▶ **Required work**
Every entry must be transcribed exactly. Pictures are not part of the copy.

▶ **Records shown**

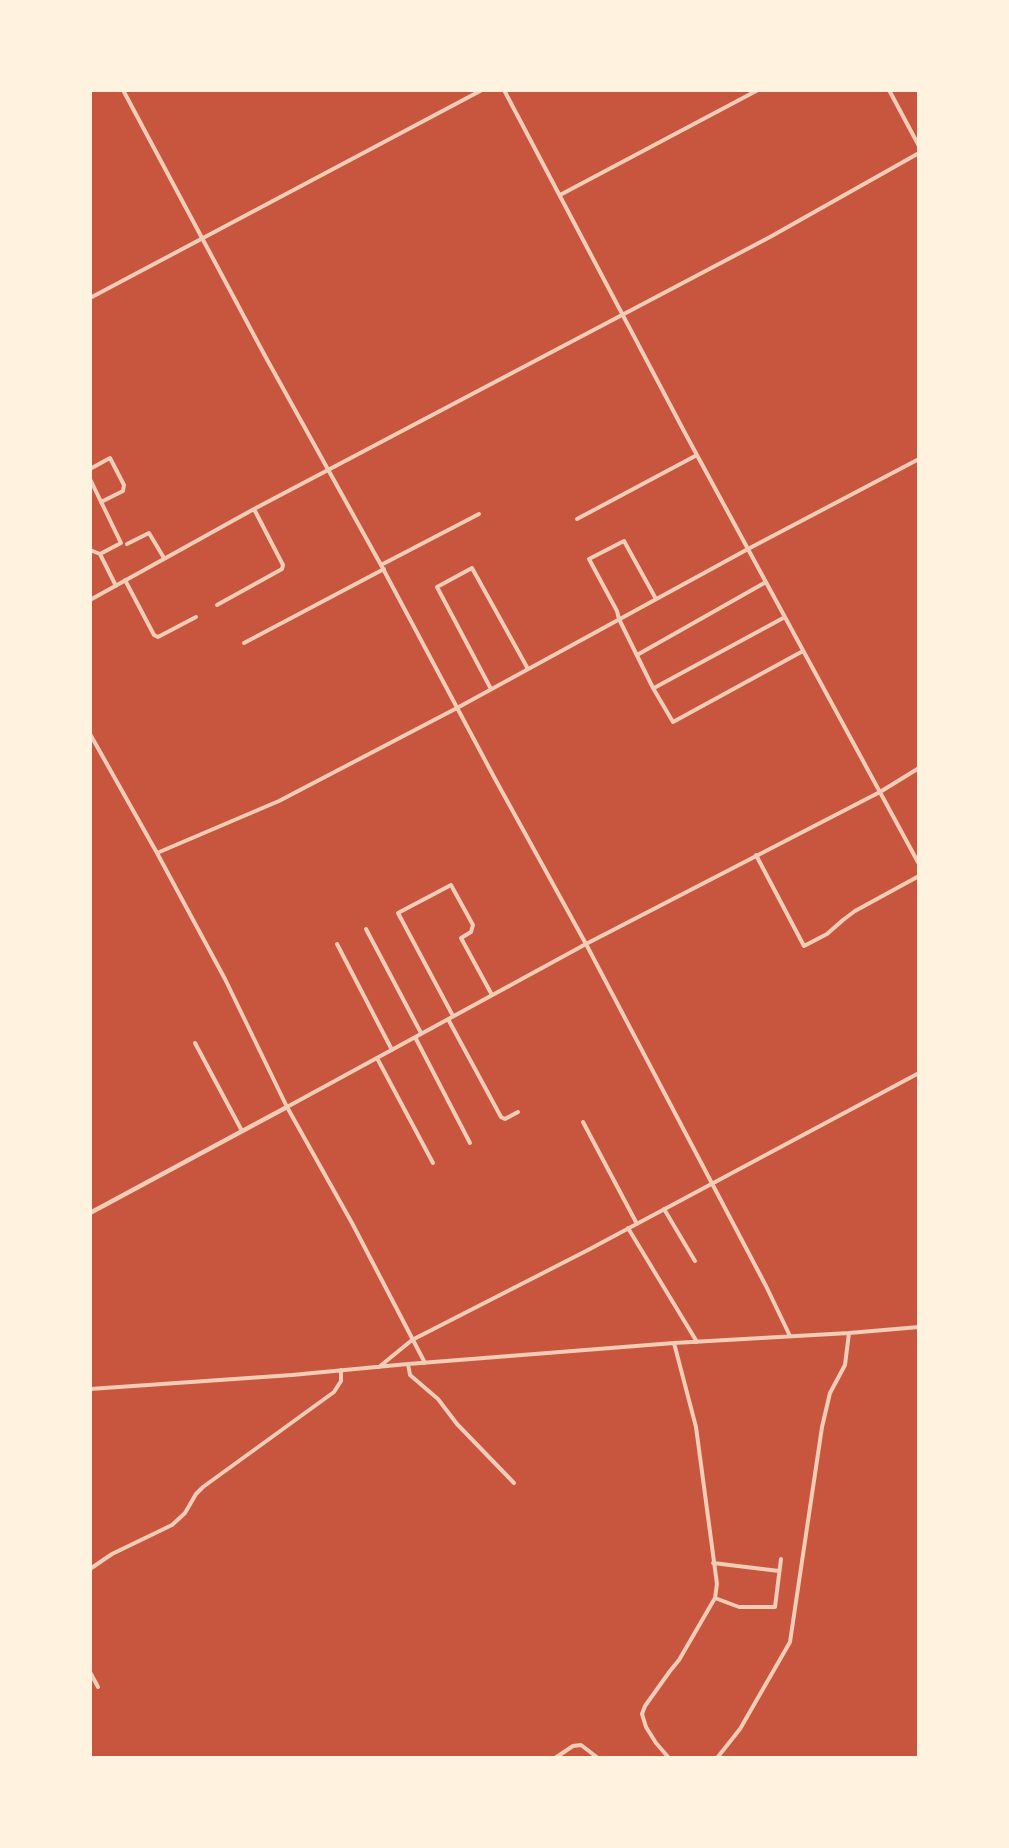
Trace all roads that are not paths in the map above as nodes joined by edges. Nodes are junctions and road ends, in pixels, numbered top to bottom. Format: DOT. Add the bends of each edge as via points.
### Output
graph roads {
  1 [pos="123,90"];
  2 [pos="482,90"];
  3 [pos="504,90"];
  4 [pos="758,90"];
  5 [pos="889,90"];
  6 [pos="919,146"];
  7 [pos="919,153"];
  8 [pos="560,195"];
  9 [pos="202,239"];
  10 [pos="90,298"];
  11 [pos="622,314"];
  12 [pos="698,455"];
  13 [pos="919,459"];
  14 [pos="90,469"];
  15 [pos="329,470"];
  16 [pos="90,479"];
  17 [pos="101,502"];
  18 [pos="254,509"];
  19 [pos="478,514"];
  20 [pos="577,519"];
  21 [pos="127,544"];
  22 [pos="748,549"];
  23 [pos="90,550"];
  24 [pos="100,554"];
  25 [pos="164,558"];
  26 [pos="383,567"];
  27 [pos="125,580"];
  28 [pos="766,582"];
  29 [pos="116,586"];
  30 [pos="656,599"];
  31 [pos="90,600"];
  32 [pos="217,605"];
  33 [pos="196,617"];
  34 [pos="785,617"];
  35 [pos="619,619"];
  36 [pos="244,644"];
  37 [pos="803,651"];
  38 [pos="637,655"];
  39 [pos="528,669"];
  40 [pos="653,688"];
  41 [pos="491,689"];
  42 [pos="457,708"];
  43 [pos="90,734"];
  44 [pos="919,768"];
  45 [pos="880,792"];
  46 [pos="157,853"];
  47 [pos="756,855"];
  48 [pos="919,864"];
  49 [pos="919,876"];
  50 [pos="366,929"];
  51 [pos="337,944"];
  52 [pos="586,944"];
  53 [pos="492,995"];
  54 [pos="450,1018"];
  55 [pos="422,1033"];
  56 [pos="415,1037"];
  57 [pos="195,1043"];
  58 [pos="392,1050"];
  59 [pos="377,1058"];
  60 [pos="919,1073"];
  61 [pos="287,1107"];
  62 [pos="518,1112"];
  63 [pos="583,1122"];
  64 [pos="242,1131"];
  65 [pos="470,1143"];
  66 [pos="433,1163"];
  67 [pos="711,1183"];
  68 [pos="664,1209"];
  69 [pos="90,1213"];
  70 [pos="637,1224"];
  71 [pos="628,1228"];
  72 [pos="695,1261"];
  73 [pos="919,1327"];
  74 [pos="849,1333"];
  75 [pos="790,1336"];
  76 [pos="412,1340"];
  77 [pos="697,1342"];
  78 [pos="674,1343"];
  79 [pos="425,1362"];
  80 [pos="408,1364"];
  81 [pos="378,1367"];
  82 [pos="341,1370"];
  83 [pos="90,1389"];
  84 [pos="514,1483"];
  85 [pos="781,1559"];
  86 [pos="713,1563"];
  87 [pos="90,1569"];
  88 [pos="779,1571"];
  89 [pos="715,1598"];
  90 [pos="90,1672"];
  91 [pos="98,1687"];
  92 [pos="555,1758"];
  93 [pos="598,1758"];
  94 [pos="669,1758"];
  95 [pos="717,1758"];
  1 -- 9 [label="street"];
  2 -- 9 [label="street"];
  3 -- 8 [label="street"];
  4 -- 8 [label="street"];
  5 -- 6 [label="street"];
  7 -- 11 [label="street"];
  8 -- 11 [label="street"];
  9 -- 10 [label="street"];
  9 -- 15 [label="street"];
  11 -- 12 [label="street"];
  11 -- 15 [label="street"];
  12 -- 20 [label="street"];
  12 -- 22 [label="street"];
  13 -- 22 [label="street"];
  14 -- 17 [label="street" via="110,458 124,486 123,491"];
  15 -- 18 [label="street"];
  15 -- 26 [label="street"];
  16 -- 17 [label="street"];
  17 -- 24 [label="street" via="121,543"];
  18 -- 25 [label="street"];
  18 -- 32 [label="street" via="282,569"];
  19 -- 26 [label="street"];
  21 -- 25 [label="street" via="149,533"];
  22 -- 28 [label="street"];
  22 -- 30 [label="street"];
  23 -- 24 [label="street"];
  24 -- 29 [label="street"];
  25 -- 27 [label="street"];
  26 -- 36 [label="street"];
  26 -- 42 [label="street"];
  27 -- 29 [label="street"];
  27 -- 33 [label="street" via="154,635 158,637"];
  28 -- 34 [label="street"];
  28 -- 38 [label="street"];
  29 -- 31 [label="street"];
  30 -- 35 [label="street"];
  30 -- 35 [label="street" via="624,541 589,559"];
  34 -- 37 [label="street"];
  34 -- 40 [label="street"];
  35 -- 38 [label="street"];
  35 -- 39 [label="street"];
  37 -- 40 [label="street" via="673,722"];
  37 -- 45 [label="street"];
  38 -- 40 [label="street"];
  39 -- 41 [label="street"];
  39 -- 41 [label="street" via="472,568 437,587"];
  41 -- 42 [label="street"];
  42 -- 46 [label="street" via="279,801"];
  42 -- 52 [label="street"];
  43 -- 46 [label="street"];
  44 -- 45 [label="street"];
  45 -- 47 [label="street"];
  45 -- 48 [label="street"];
  46 -- 61 [label="street" via="225,979"];
  47 -- 49 [label="street" via="804,946 827,934 855,911"];
  47 -- 52 [label="street"];
  50 -- 55 [label="street"];
  51 -- 58 [label="street"];
  52 -- 53 [label="street"];
  52 -- 67 [label="street"];
  53 -- 54 [label="street"];
  53 -- 54 [label="street" via="460,938 471,932 473,925 451,885 398,913"];
  54 -- 55 [label="street"];
  54 -- 62 [label="street" via="501,1117 505,1119"];
  55 -- 56 [label="street"];
  56 -- 58 [label="street"];
  56 -- 65 [label="street"];
  57 -- 64 [label="street"];
  58 -- 59 [label="street"];
  59 -- 61 [label="street"];
  59 -- 66 [label="street"];
  60 -- 67 [label="street"];
  61 -- 64 [label="street"];
  61 -- 76 [label="street"];
  63 -- 70 [label="street"];
  64 -- 69 [label="street"];
  67 -- 68 [label="street"];
  67 -- 75 [label="street"];
  68 -- 70 [label="street"];
  68 -- 72 [label="street"];
  70 -- 71 [label="street"];
  71 -- 76 [label="street"];
  71 -- 77 [label="street"];
  73 -- 74 [label="street"];
  74 -- 75 [label="street"];
  74 -- 95 [label="street" via="845,1365 830,1393 822,1427 790,1642 740,1729"];
  75 -- 77 [label="street"];
  76 -- 79 [label="street"];
  76 -- 81 [label="street"];
  77 -- 78 [label="street"];
  78 -- 79 [label="street"];
  78 -- 86 [label="street" via="696,1427"];
  79 -- 80 [label="street"];
  80 -- 81 [label="street"];
  80 -- 84 [label="street" via="410,1375 438,1399"];
  81 -- 82 [label="street"];
  82 -- 83 [label="street"];
  82 -- 87 [label="street" via="341,1381 334,1392 203,1487 172,1525"];
  85 -- 88 [label="street"];
  86 -- 88 [label="street"];
  86 -- 89 [label="street"];
  88 -- 89 [label="street" via="775,1607 739,1607"];
  89 -- 94 [label="street" via="642,1714 646,1727"];
  90 -- 91 [label="street"];
  92 -- 93 [label="street" via="581,1745"];
}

▶ **Response below**
Trace all roads that are not paths in the map above as nodes joined by edges. Nodes are junctions and road ends, in pixels, numbered top to bottom. Format: DOT. Add the bends of each edge as via points.
### Output
graph roads {
  1 [pos="123,90"];
  2 [pos="482,90"];
  3 [pos="504,90"];
  4 [pos="758,90"];
  5 [pos="889,90"];
  6 [pos="919,146"];
  7 [pos="919,153"];
  8 [pos="560,195"];
  9 [pos="202,239"];
  10 [pos="90,298"];
  11 [pos="622,314"];
  12 [pos="698,455"];
  13 [pos="919,459"];
  14 [pos="90,469"];
  15 [pos="329,470"];
  16 [pos="90,479"];
  17 [pos="101,502"];
  18 [pos="254,509"];
  19 [pos="478,514"];
  20 [pos="577,519"];
  21 [pos="127,544"];
  22 [pos="748,549"];
  23 [pos="90,550"];
  24 [pos="100,554"];
  25 [pos="164,558"];
  26 [pos="383,567"];
  27 [pos="125,580"];
  28 [pos="766,582"];
  29 [pos="116,586"];
  30 [pos="656,599"];
  31 [pos="90,600"];
  32 [pos="217,605"];
  33 [pos="196,617"];
  34 [pos="785,617"];
  35 [pos="619,619"];
  36 [pos="244,644"];
  37 [pos="803,651"];
  38 [pos="637,655"];
  39 [pos="528,669"];
  40 [pos="653,688"];
  41 [pos="491,689"];
  42 [pos="457,708"];
  43 [pos="90,734"];
  44 [pos="919,768"];
  45 [pos="880,792"];
  46 [pos="157,853"];
  47 [pos="756,855"];
  48 [pos="919,864"];
  49 [pos="919,876"];
  50 [pos="366,929"];
  51 [pos="337,944"];
  52 [pos="586,944"];
  53 [pos="492,995"];
  54 [pos="450,1018"];
  55 [pos="422,1033"];
  56 [pos="415,1037"];
  57 [pos="195,1043"];
  58 [pos="392,1050"];
  59 [pos="377,1058"];
  60 [pos="919,1073"];
  61 [pos="287,1107"];
  62 [pos="518,1112"];
  63 [pos="583,1122"];
  64 [pos="242,1131"];
  65 [pos="470,1143"];
  66 [pos="433,1163"];
  67 [pos="711,1183"];
  68 [pos="664,1209"];
  69 [pos="90,1213"];
  70 [pos="637,1224"];
  71 [pos="628,1228"];
  72 [pos="695,1261"];
  73 [pos="919,1327"];
  74 [pos="849,1333"];
  75 [pos="790,1336"];
  76 [pos="412,1340"];
  77 [pos="697,1342"];
  78 [pos="674,1343"];
  79 [pos="425,1362"];
  80 [pos="408,1364"];
  81 [pos="378,1367"];
  82 [pos="341,1370"];
  83 [pos="90,1389"];
  84 [pos="514,1483"];
  85 [pos="781,1559"];
  86 [pos="713,1563"];
  87 [pos="90,1569"];
  88 [pos="779,1571"];
  89 [pos="715,1598"];
  90 [pos="90,1672"];
  91 [pos="98,1687"];
  92 [pos="555,1758"];
  93 [pos="598,1758"];
  94 [pos="669,1758"];
  95 [pos="717,1758"];
  1 -- 9 [label="street"];
  2 -- 9 [label="street"];
  3 -- 8 [label="street"];
  4 -- 8 [label="street"];
  5 -- 6 [label="street"];
  7 -- 11 [label="street"];
  8 -- 11 [label="street"];
  9 -- 10 [label="street"];
  9 -- 15 [label="street"];
  11 -- 12 [label="street"];
  11 -- 15 [label="street"];
  12 -- 20 [label="street"];
  12 -- 22 [label="street"];
  13 -- 22 [label="street"];
  14 -- 17 [label="street" via="110,458 124,486 123,491"];
  15 -- 18 [label="street"];
  15 -- 26 [label="street"];
  16 -- 17 [label="street"];
  17 -- 24 [label="street" via="121,543"];
  18 -- 25 [label="street"];
  18 -- 32 [label="street" via="282,569"];
  19 -- 26 [label="street"];
  21 -- 25 [label="street" via="149,533"];
  22 -- 28 [label="street"];
  22 -- 30 [label="street"];
  23 -- 24 [label="street"];
  24 -- 29 [label="street"];
  25 -- 27 [label="street"];
  26 -- 36 [label="street"];
  26 -- 42 [label="street"];
  27 -- 29 [label="street"];
  27 -- 33 [label="street" via="154,635 158,637"];
  28 -- 34 [label="street"];
  28 -- 38 [label="street"];
  29 -- 31 [label="street"];
  30 -- 35 [label="street"];
  30 -- 35 [label="street" via="624,541 589,559"];
  34 -- 37 [label="street"];
  34 -- 40 [label="street"];
  35 -- 38 [label="street"];
  35 -- 39 [label="street"];
  37 -- 40 [label="street" via="673,722"];
  37 -- 45 [label="street"];
  38 -- 40 [label="street"];
  39 -- 41 [label="street"];
  39 -- 41 [label="street" via="472,568 437,587"];
  41 -- 42 [label="street"];
  42 -- 46 [label="street" via="279,801"];
  42 -- 52 [label="street"];
  43 -- 46 [label="street"];
  44 -- 45 [label="street"];
  45 -- 47 [label="street"];
  45 -- 48 [label="street"];
  46 -- 61 [label="street" via="225,979"];
  47 -- 49 [label="street" via="804,946 827,934 855,911"];
  47 -- 52 [label="street"];
  50 -- 55 [label="street"];
  51 -- 58 [label="street"];
  52 -- 53 [label="street"];
  52 -- 67 [label="street"];
  53 -- 54 [label="street"];
  53 -- 54 [label="street" via="460,938 471,932 473,925 451,885 398,913"];
  54 -- 55 [label="street"];
  54 -- 62 [label="street" via="501,1117 505,1119"];
  55 -- 56 [label="street"];
  56 -- 58 [label="street"];
  56 -- 65 [label="street"];
  57 -- 64 [label="street"];
  58 -- 59 [label="street"];
  59 -- 61 [label="street"];
  59 -- 66 [label="street"];
  60 -- 67 [label="street"];
  61 -- 64 [label="street"];
  61 -- 76 [label="street"];
  63 -- 70 [label="street"];
  64 -- 69 [label="street"];
  67 -- 68 [label="street"];
  67 -- 75 [label="street"];
  68 -- 70 [label="street"];
  68 -- 72 [label="street"];
  70 -- 71 [label="street"];
  71 -- 76 [label="street"];
  71 -- 77 [label="street"];
  73 -- 74 [label="street"];
  74 -- 75 [label="street"];
  74 -- 95 [label="street" via="845,1365 830,1393 822,1427 790,1642 740,1729"];
  75 -- 77 [label="street"];
  76 -- 79 [label="street"];
  76 -- 81 [label="street"];
  77 -- 78 [label="street"];
  78 -- 79 [label="street"];
  78 -- 86 [label="street" via="696,1427"];
  79 -- 80 [label="street"];
  80 -- 81 [label="street"];
  80 -- 84 [label="street" via="410,1375 438,1399"];
  81 -- 82 [label="street"];
  82 -- 83 [label="street"];
  82 -- 87 [label="street" via="341,1381 334,1392 203,1487 172,1525"];
  85 -- 88 [label="street"];
  86 -- 88 [label="street"];
  86 -- 89 [label="street"];
  88 -- 89 [label="street" via="775,1607 739,1607"];
  89 -- 94 [label="street" via="642,1714 646,1727"];
  90 -- 91 [label="street"];
  92 -- 93 [label="street" via="581,1745"];
}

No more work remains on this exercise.